::: DATASET RECORDS :::

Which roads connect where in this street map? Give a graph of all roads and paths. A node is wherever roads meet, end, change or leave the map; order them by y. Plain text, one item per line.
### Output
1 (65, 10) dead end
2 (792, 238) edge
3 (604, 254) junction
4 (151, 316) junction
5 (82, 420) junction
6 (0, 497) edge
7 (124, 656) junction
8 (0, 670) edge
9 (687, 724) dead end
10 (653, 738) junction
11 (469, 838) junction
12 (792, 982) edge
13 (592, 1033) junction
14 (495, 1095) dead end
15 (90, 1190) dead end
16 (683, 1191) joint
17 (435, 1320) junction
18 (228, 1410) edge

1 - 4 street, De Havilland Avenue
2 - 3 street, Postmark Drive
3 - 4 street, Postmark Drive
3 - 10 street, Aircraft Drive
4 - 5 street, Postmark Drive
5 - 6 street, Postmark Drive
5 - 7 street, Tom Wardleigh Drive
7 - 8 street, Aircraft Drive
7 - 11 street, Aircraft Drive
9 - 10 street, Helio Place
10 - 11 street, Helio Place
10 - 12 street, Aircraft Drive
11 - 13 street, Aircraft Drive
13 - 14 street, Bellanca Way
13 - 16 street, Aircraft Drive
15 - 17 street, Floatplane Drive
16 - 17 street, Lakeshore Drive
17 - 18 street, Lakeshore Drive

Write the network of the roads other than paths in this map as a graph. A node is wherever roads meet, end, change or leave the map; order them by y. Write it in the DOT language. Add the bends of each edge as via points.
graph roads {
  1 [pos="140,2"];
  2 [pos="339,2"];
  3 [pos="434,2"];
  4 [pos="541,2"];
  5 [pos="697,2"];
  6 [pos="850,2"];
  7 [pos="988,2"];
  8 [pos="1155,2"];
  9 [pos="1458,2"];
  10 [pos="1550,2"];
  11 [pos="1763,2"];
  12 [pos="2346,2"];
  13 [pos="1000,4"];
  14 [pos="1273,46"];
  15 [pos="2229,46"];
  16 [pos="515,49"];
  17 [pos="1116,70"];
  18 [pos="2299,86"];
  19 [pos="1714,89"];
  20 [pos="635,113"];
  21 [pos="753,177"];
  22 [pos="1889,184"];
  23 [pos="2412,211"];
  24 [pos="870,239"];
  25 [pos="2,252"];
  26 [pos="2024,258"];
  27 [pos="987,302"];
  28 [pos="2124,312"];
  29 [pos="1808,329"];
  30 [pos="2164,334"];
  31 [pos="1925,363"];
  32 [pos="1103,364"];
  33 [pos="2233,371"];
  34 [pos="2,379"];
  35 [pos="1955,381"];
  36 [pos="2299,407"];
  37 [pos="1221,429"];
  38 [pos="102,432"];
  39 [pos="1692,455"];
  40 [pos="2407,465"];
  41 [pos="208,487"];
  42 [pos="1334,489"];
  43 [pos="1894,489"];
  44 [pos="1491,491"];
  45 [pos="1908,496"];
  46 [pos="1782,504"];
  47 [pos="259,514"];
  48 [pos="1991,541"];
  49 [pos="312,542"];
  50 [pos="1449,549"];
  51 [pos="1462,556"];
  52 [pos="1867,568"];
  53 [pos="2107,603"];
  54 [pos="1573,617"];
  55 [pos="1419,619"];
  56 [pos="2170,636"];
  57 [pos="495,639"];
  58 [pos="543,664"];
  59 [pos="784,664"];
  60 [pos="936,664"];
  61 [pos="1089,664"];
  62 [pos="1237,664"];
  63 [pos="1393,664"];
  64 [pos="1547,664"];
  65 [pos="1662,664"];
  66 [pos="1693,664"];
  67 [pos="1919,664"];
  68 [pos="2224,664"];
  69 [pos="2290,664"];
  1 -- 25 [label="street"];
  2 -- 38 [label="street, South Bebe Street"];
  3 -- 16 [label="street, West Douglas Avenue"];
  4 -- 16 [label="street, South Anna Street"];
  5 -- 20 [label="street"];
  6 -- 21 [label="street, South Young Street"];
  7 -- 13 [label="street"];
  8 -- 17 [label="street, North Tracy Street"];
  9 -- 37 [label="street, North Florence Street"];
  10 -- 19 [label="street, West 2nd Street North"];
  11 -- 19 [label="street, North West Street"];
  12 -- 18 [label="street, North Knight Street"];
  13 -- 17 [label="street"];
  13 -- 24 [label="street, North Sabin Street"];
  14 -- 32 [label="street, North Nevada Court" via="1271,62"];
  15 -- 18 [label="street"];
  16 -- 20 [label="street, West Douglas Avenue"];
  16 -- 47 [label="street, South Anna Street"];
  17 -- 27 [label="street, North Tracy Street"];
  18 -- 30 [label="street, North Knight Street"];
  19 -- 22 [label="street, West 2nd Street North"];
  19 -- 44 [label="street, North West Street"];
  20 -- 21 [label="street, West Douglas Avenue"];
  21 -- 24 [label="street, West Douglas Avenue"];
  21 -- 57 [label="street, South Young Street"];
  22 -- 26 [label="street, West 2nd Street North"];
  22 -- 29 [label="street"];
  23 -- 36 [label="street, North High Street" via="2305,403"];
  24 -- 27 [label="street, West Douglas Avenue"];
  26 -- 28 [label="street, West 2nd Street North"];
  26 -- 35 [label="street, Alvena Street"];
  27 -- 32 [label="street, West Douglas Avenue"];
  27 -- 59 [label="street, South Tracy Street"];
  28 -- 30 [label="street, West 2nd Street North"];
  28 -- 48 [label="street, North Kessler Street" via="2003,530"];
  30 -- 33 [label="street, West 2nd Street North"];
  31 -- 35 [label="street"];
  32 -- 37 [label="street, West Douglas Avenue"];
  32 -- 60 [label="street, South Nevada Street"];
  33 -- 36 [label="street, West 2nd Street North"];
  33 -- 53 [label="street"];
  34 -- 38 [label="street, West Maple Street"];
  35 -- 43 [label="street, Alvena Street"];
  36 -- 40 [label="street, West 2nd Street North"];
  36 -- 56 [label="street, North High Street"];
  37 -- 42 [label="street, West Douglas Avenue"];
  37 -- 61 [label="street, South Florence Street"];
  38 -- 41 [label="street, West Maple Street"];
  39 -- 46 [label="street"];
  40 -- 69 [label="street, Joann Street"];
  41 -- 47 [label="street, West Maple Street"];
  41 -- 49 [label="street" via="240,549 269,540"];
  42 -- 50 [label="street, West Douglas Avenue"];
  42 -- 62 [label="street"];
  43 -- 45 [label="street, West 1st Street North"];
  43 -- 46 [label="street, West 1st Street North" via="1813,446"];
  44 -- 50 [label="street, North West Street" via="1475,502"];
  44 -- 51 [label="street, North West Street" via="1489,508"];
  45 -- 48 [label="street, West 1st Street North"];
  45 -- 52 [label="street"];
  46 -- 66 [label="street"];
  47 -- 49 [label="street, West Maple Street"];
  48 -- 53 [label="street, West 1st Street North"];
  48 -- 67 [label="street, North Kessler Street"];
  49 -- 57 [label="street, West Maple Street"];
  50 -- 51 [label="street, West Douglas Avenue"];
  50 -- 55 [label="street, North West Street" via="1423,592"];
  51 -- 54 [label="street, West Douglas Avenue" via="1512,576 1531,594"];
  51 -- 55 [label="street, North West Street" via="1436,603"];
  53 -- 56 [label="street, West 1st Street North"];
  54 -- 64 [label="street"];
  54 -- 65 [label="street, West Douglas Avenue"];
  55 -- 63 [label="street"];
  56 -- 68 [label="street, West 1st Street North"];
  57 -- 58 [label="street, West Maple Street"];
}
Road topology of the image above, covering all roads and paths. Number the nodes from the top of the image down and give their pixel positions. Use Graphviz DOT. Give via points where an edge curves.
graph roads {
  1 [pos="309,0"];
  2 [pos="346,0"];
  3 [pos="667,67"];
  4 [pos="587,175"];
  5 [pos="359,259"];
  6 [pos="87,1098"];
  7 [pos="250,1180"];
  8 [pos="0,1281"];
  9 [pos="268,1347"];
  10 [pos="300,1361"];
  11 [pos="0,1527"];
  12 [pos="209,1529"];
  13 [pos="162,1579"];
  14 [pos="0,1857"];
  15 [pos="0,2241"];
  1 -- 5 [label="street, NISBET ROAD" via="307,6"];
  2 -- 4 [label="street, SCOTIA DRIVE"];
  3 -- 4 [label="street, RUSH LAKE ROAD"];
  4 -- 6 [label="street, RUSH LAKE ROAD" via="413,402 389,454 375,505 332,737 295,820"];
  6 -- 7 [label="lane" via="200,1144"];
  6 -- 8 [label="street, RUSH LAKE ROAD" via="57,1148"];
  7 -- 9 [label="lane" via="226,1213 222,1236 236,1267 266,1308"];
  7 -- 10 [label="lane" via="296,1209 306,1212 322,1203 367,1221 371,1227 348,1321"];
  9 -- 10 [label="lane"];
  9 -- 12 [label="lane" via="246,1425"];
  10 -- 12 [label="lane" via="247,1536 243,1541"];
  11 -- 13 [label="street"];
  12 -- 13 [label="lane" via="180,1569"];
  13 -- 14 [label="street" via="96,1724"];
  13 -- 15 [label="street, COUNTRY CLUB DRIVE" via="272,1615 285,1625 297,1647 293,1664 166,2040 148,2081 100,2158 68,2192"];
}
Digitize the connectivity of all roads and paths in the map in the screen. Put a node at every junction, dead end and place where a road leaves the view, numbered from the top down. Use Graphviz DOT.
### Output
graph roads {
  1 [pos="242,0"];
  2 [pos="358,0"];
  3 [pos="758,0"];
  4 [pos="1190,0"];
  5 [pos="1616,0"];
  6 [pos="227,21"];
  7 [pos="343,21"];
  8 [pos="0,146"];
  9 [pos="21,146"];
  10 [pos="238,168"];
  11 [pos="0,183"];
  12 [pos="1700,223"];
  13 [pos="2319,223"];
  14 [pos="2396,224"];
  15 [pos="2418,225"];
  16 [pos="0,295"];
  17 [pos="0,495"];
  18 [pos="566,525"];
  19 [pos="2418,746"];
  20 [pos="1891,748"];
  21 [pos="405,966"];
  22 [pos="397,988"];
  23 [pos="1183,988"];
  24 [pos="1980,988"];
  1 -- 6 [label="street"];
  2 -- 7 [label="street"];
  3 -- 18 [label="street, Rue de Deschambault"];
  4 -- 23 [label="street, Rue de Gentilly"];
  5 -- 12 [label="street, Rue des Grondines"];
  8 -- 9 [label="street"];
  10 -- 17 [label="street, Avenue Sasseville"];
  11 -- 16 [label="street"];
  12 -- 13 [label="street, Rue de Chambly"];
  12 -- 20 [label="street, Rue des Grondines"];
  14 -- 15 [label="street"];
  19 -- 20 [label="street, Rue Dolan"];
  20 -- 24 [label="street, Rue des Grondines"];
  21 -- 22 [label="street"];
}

:::

● ASSIGNMENT: Find how many lines in the data above include the string "Anna", and give that number alone.

● SOLUTION: 2